Dave Simpson 

Parkway Drive review – uplifting rock rises from the fires of grief

Pouring the pain of grief into heavy rock, the Australian group earn chanting adoration from their audience
  
  

An eye-popping visual spectacle ... Winston McCall of Parkway Drive.
An eye-popping visual spectacle ... Winston McCall of Parkway Drive. Photograph: Katja Ogrin/Redferns

Three years ago, everything was going swimmingly for Australian rockers Parkway Drive. Their fifth album, Ire, had taken them from their Byron Bay metalcore beginnings to a global breakthrough, including a No 1 in their own country. Then tragedy unfolded around them.

Friends in the band the Ghost Inside were involved in a bus crash that killed two drivers and left band members with life-changing injuries. A band member’s partner and then a fellow musician – Architects guitarist Tom Searle – died of cancer, as did Parkway frontman Winston McCall’s beloved dog, Monty, who died in the singer’s arms. Such events have given Parkway’s music a powerful emotional edge. McCall channelled his grief into 2018’s Reverence, which has taken his band to arena status. At the first of two nights in the cavernous Apollo, his cries of “welcome to a world of pain” and “we’re still here, unbreakable” sound like he is raging defiantly at the cruelty of it all, but this show is uplifting as well as compelling. It must cheer McCall greatly that the audience adores them, with chants of “Parkway Drive!” beginning after only a few numbers.

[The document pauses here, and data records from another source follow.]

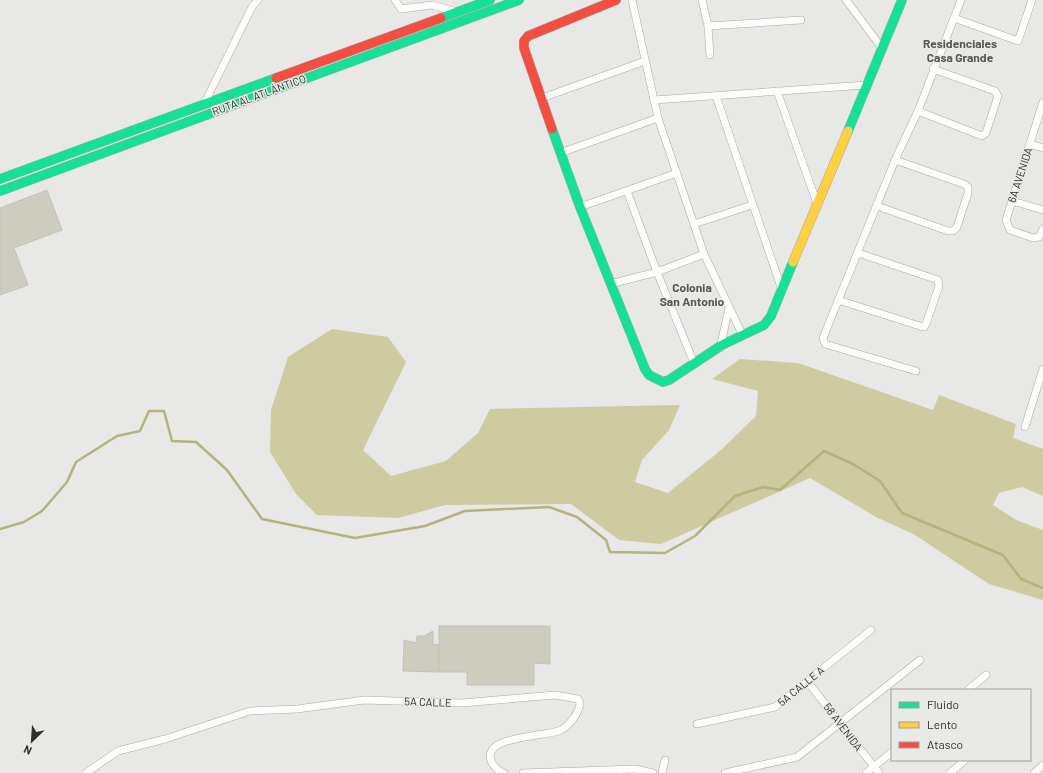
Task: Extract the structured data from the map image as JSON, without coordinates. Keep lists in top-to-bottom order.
{
  "streets": {
    "main road": ["RUTA AL ATLÁNTICO"],
    "street": [
      "6A AVENIDA",
      "5A CALLE A",
      "5A CALLE",
      "58 AVENIDA"
    ]
  },
  "crossings": [
    ["5A CALLE A", "58 AVENIDA"]
  ],
  "districts": ["Residenciales Casa Grande", "Colonia San Antonio"],
  "legend": ["Fluido", "Lento", "Atasco"],
  "north": "bottom left"
}
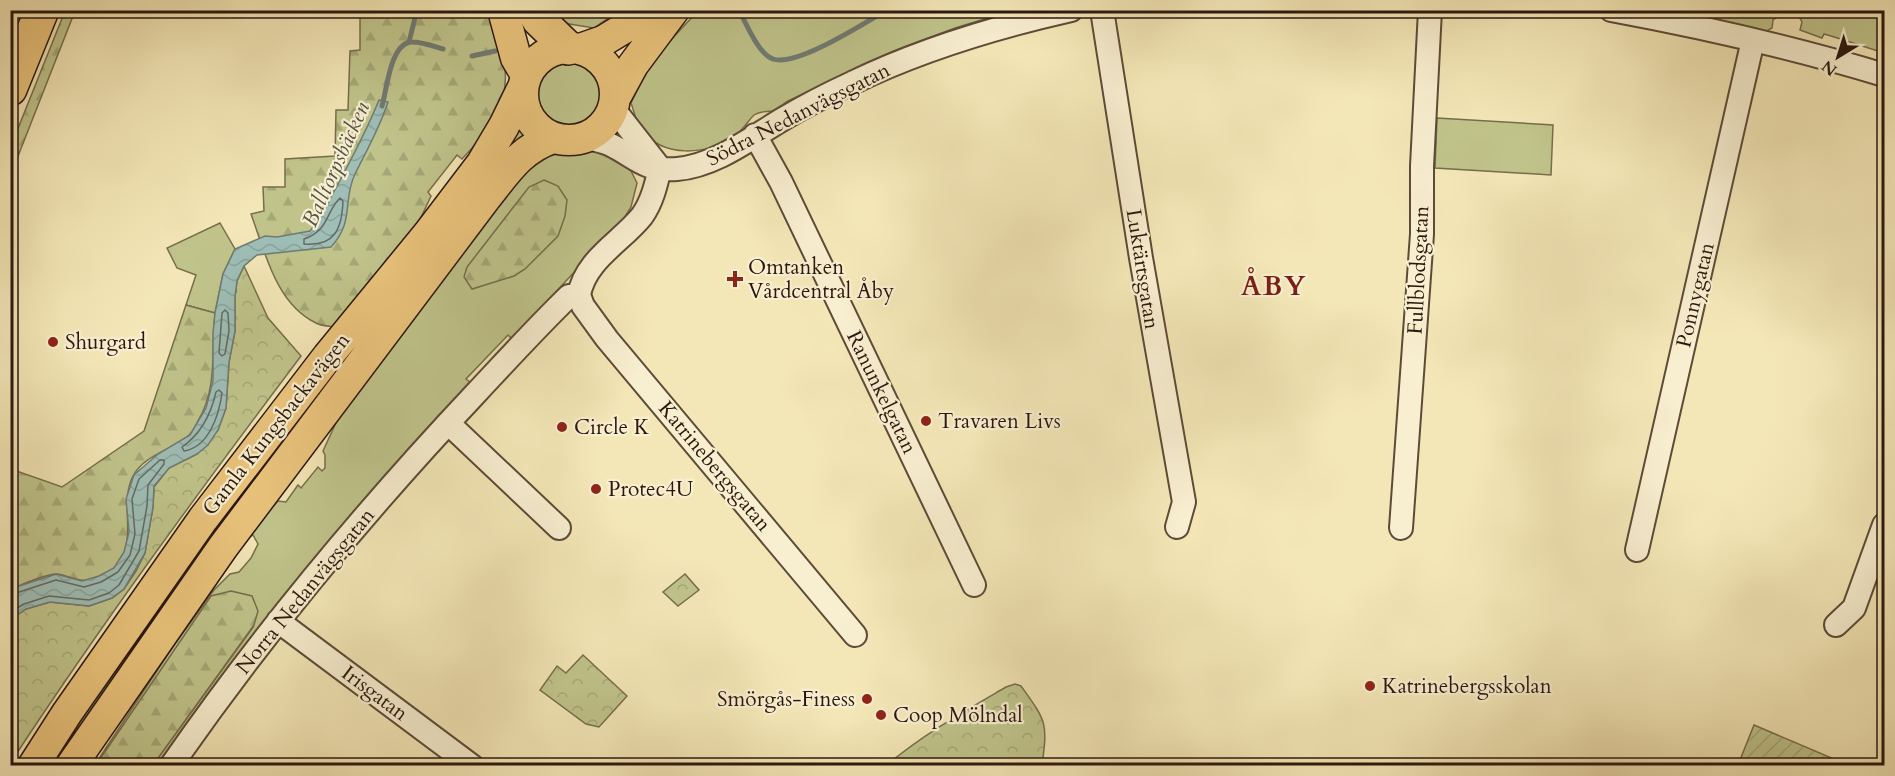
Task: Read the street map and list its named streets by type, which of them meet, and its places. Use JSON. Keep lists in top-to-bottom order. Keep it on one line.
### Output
{"streets":{"main road":["Gamla Kungsbackavägen"],"street":["Södra Nedanvägsgatan","Luktärtsgatan","Fullblodsgatan","Ponnygatan","Ranunkelgatan","Katrinebergsgatan","Norra Nedanvägsgatan","Irisgatan"]},"crossings":[["Södra Nedanvägsgatan","Ranunkelgatan"],["Katrinebergsgatan","Norra Nedanvägsgatan"],["Norra Nedanvägsgatan","Irisgatan"]],"districts":["ÅBY"],"water":["Balltorpsbäcken"],"places":{"health":["Omtanken Vårdcentral Åby"],"other":["Shurgard","Travaren Livs","Circle K","Protec4U","Katrinebergsskolan","Smörgås-Finess","Coop Mölndal"]},"north":"bottom left"}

The band’s music now combines pulverising metalcore with more old-fashioned heavy rock. McCall mixes guttural growling, clean singing and epic choruses. There are Thin Lizzy-type twin-guitar melodies, a Gregorian chant and solos delivered on one leg. An eye-popping visual spectacle includes strobes, hydraulic platforms, fireworks and real fire. Meanwhile, the black-clad frontman cuts a cheery but imposing figure. His yell of “give it all you’ve got!” produces mass air-punching and an audience chorus of “yeah, yeah, yeah”.

Things take another twist when the band are joined by four classical musicians. Writing’s on the Wall combines walloping drums and cello textures. The Colour of Leaving – Reverence’s emotional response to the tragedies – is delivered as a heartfelt, Doors-y monologue for voice and cello. McCall’s voice cracks as he reaches the final line about “the frailty of it all”. There is a momentary silence, and then the “Parkway Drive!” chants start once again.